Il primo gennaio vestiti di rosso, come all’Ottava…

 

 

 

Il tempo è libertà, se è accolta la novità del “verbo che si fa continuamente carne”.


Il tempo è dono, se è accolta la vita come “carne che si fa continuamente verbo”.

 



Perugino e aiuti, Viaggio di Mosè in Egitto, 1482 circa, affresco, Cappella Sistina, Città del Vaticano

 

Umberto R. Del Giudice

 

Il primo giorno dell’anno è stato sempre salutato con feste e colori ma anche con riti propiziatori. Bisognerebbe saper bene cosa indossare, cosa mangiare, festeggiare con fuochi d’artificio, accendere falò, rompere piatti, buttare il “vecchiume”… per accogliere il “nuovo anno”.

 

Così il “Capodanno” diventa una festa di propiziazione ma si rivela anche un rito di iniziazione reiterata.

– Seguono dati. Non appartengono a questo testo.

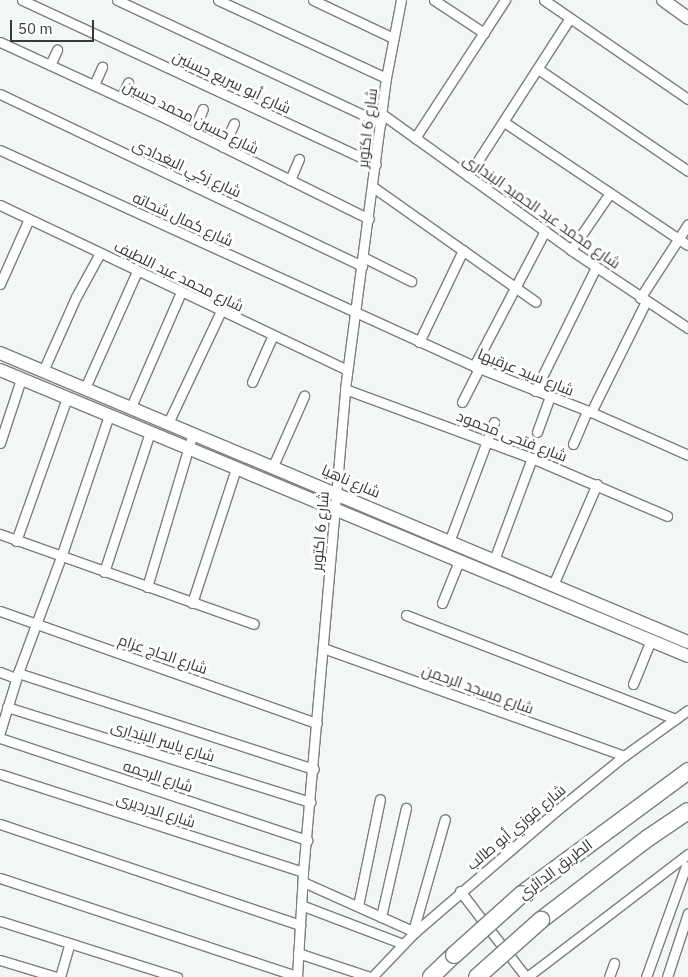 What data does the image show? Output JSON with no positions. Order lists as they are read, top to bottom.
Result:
{
  "streets": {
    "highway": ["الطريق الدائري"],
    "main road": ["شارع ناهيا"],
    "street": [
      "شارع أبو سريع حسنين",
      "شارع حسين محمد حسين",
      "شارع 6 اكتوبر",
      "شارع زكي البغدادى",
      "شارع محمد عبد الحميد البندارى",
      "شارع كمال شحاته",
      "شارع محمد عبد اللطيف",
      "شارع سيد عرقبها",
      "شارع فتحى محمود",
      "شارع الحاج عزام",
      "شارع مسجد الرحمن",
      "شارع ياسر البندارى",
      "شارع الرحمه",
      "شارع الدرديرى",
      "شارع فوزي أبو طالب"
    ]
  },
  "crossings": [
    ["شارع أبو سريع حسنين", "شارع 6 اكتوبر"],
    ["شارع حسين محمد حسين", "شارع 6 اكتوبر"],
    ["شارع 6 اكتوبر", "شارع زكي البغدادى"],
    ["شارع 6 اكتوبر", "شارع محمد عبد الحميد البندارى"],
    ["شارع 6 اكتوبر", "شارع كمال شحاته"],
    ["شارع 6 اكتوبر", "شارع محمد عبد اللطيف"],
    ["شارع 6 اكتوبر", "شارع سيد عرقبها"],
    ["شارع 6 اكتوبر", "شارع فتحى محمود"],
    ["شارع 6 اكتوبر", "شارع ناهيا"],
    ["شارع 6 اكتوبر", "شارع الحاج عزام"],
    ["شارع 6 اكتوبر", "شارع مسجد الرحمن"],
    ["شارع 6 اكتوبر", "شارع ياسر البندارى"],
    ["شارع 6 اكتوبر", "شارع الرحمه"],
    ["شارع 6 اكتوبر", "شارع الدرديرى"],
    ["شارع كمال شحاته", "شارع سيد عرقبها"],
    ["شارع مسجد الرحمن", "شارع فوزي أبو طالب"]
  ],
  "scale_bar": "50 m"
}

È un rituale ciclico che rende tutti “bambini” rispetto al tempo: come se ci fosse sempre da iniziare ma anche come se si sapesse già come affrontare il tempo.

È questa “sapienza adulta” spesso incapace di far memoria, ci rende davvero ostinati e chiusi al tempo che passa.

Ma la sapienza liturgica e cristiana può aiutarci a vivere questo inizio di anno. Così gli auguri di buon anno non possono non essere accompagnati da una riflessione che tento di spiegare ripercorrendo il Capodanno “festeggiato”, “pregato”, “celebrato” nell’Ottava di Natale e il vissuto del tempo che è e che viene.

 

Il Capodanno “festeggiato”

In Italia, già nel pomeriggio del 31 dicembre, scorrono le immagini dei “capodanni” già vissuti ad est, per i diversi fusi orari. Nuova Zelanda, Australia… già hanno dato il benvenuto al 2021.

Ai festeggiamenti civili si aggiungono i contorni sociali: gli astrologi moltiplicano gli oroscopi (e, ahimè, si moltiplicano anche i loro lettori) mentre i pessimisti vedono i giorni futuri quasi come una minaccia e aggiungono scongiuri ai riti propiziatori; i lungimiranti ottimisti si buttano tutto alle spalle sperando nel futuro, mentre i pessimisti stupidi buttano immondizia o cose vecchie dal balcone dimenticando che dal balcone dovrebbero lanciare solo la propria stupida superstizione da “simil agnostici” (“non è vero ma ci credo…”).

 

Il Capodanno “pregato”

Delle varie categorie, in continuità con pessimisti depressi o ottimisti incalliti, seguendo le cromaticità varie, fa parte anche l’esperienza dei credenti che pregano con sentimenti vari: la preghiera prende forma di intercessione, di lode, di esultanza ma anche di penitenza e di richiesta. Mai come quest’anno le preghiere, come i festeggiamenti, saranno più all’insegna del “finalmente è passato il 2020” che caratterizzati dal “benvenuto 2021”: un comune e ateo “atto di penitenza” che si confonde col “Kyrie eleison” (“Signore, pietà”).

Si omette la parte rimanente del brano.